This post is a reflective response to some of the posted messages -
Despite the changes in the global society, and as a member of the global community, I can say, 'what changes', most countries, for example some islands of the world, have had no significant economic financial changes since my grandfather used bamboo panelling for the kitchen floor - and with this global crisis, even the ordinary folks, the unemployed and those struggling to make ends meet in big cities are seeking food banks - philosophically speaking, from my perspective 'changes' follow a revolving 360 degrees circle, with the tightening or untightening of one's belt at intervening degrees!
When one think of these 'paradise' isles, bombarded by tourists, why are the islands still struggling economically? I recall a conversation with a Greek elderly gentleman, who told me that a large percentage of the Caribbean islanders should be well off because of the popularity of the islands as a tourist resorts - he asked if my grandmother who was alive at the time had a washing machine, and I said no, and he said, well she should have one. That's realism!
So when folks write or speak about changes, I say be real, these islands are infinitesimally tiny, they are not 'Paris' or 'London' - yes, Mabouya may be in need of a new road, so with tourism, right left and centre, where are the funds?? Pushing the sea back to build, may lead to futuristic devastation - folks have to be realistic with their vision for the island.
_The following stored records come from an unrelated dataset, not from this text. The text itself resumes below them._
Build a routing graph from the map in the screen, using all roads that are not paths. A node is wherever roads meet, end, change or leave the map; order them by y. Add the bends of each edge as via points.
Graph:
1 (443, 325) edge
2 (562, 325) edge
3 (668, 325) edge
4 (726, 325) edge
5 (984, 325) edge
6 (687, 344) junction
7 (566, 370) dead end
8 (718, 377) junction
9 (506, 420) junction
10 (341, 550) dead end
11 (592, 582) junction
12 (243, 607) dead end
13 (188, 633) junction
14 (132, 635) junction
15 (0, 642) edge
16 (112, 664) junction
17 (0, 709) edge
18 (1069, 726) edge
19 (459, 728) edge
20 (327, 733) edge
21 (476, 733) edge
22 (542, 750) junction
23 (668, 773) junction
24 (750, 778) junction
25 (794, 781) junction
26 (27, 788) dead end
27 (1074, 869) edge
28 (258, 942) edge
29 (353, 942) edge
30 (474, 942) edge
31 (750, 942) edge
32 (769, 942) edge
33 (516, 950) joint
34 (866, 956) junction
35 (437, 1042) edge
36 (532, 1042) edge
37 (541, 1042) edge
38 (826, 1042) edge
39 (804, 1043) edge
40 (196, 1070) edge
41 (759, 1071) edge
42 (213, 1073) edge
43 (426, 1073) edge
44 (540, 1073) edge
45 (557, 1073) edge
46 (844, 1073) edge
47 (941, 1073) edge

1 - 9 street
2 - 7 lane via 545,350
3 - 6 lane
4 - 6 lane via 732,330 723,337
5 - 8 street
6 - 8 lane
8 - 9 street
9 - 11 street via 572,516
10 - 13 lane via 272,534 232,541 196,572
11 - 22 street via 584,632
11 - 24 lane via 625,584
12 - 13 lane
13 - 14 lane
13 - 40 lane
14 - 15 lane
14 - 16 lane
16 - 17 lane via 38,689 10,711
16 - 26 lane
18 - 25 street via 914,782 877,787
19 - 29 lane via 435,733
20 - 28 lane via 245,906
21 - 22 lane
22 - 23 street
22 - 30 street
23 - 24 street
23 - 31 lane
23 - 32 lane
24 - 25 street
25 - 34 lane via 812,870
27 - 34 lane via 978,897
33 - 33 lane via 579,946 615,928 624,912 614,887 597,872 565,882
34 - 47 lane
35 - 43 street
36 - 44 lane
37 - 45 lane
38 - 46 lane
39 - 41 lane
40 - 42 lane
Geographically speaking, folks are so bombarded with jumping on the 'new change bandwagon', they may tend to forget even the definition of an island..
"An island is a PIECE of land surrounded by water' - and geographically speaking, islands have their own ecological grounding or umbrella cover for the safety of land and the islanders, eg bamboo trees, ample beach sand, mangrove swamps, coconut trees (not the faster dwarf growing coconut trees, but the tall naturally lean coconut trees - but do I hear a 'get with the times by growing fast ones - that robs the islands of their natural beauty) ecological reefs, rivers (with titiri in it) - yes, several trees have fallen to hurricane weather, but what has been replanted!
So the folks who are voicing their 'changes' requirements need to rethink, exactly what an island is -basically, a small island will not be considered for hosting an 'Olympic Games'.
The use of equipment such as a wooden ruler in Mathematics, will eventually return to the classroom, (and has it ever left the Mathematics room - I do not think so!) A range of equipment are subjected to trends, but trends returns, like fashion trends - any learning equipment is better than no equipment. And down the line, the calabash bowl will make an 'expensive' nostalgic return! A friend told me that she saw in a London street market, cocoa in different shapes, one was shaped like an old fashioned iron, hammer etc, I suppose you grate it to make cocoa tea, or for desserts... and she stated further down she saw a man playing his steel pan - and you know what I am sure the man selling his unusual shape cocoa items will hack in the big bucks.
Anyway, back to my trees, the islands need to be 'manually recreated' to its respected natural beauty, by the ecological measurement of replanting a substantial amount of the fallen trees by a hurricane.
That is the least 'man' can do for their habitat, and woe and behold, we are all accountable by doing our bit, be it voicing our opinions, rather than saying nought!
SAVE our bamboo trees! Plant more Bamboo trees! SAVE our calabash trees! Plant more calabash trees!
Dear Observer, I have no access to any festive mulled wine or mince pies on this very natural infinitesimal SWPacific island, so I have to make do with a nice cup of freshly picked coconut water (the boys actually climb up the trees) whilst looking in the far distance of a very isolated aqua coloured lagoon. A paradise of peaceful 'Christmas' bliss!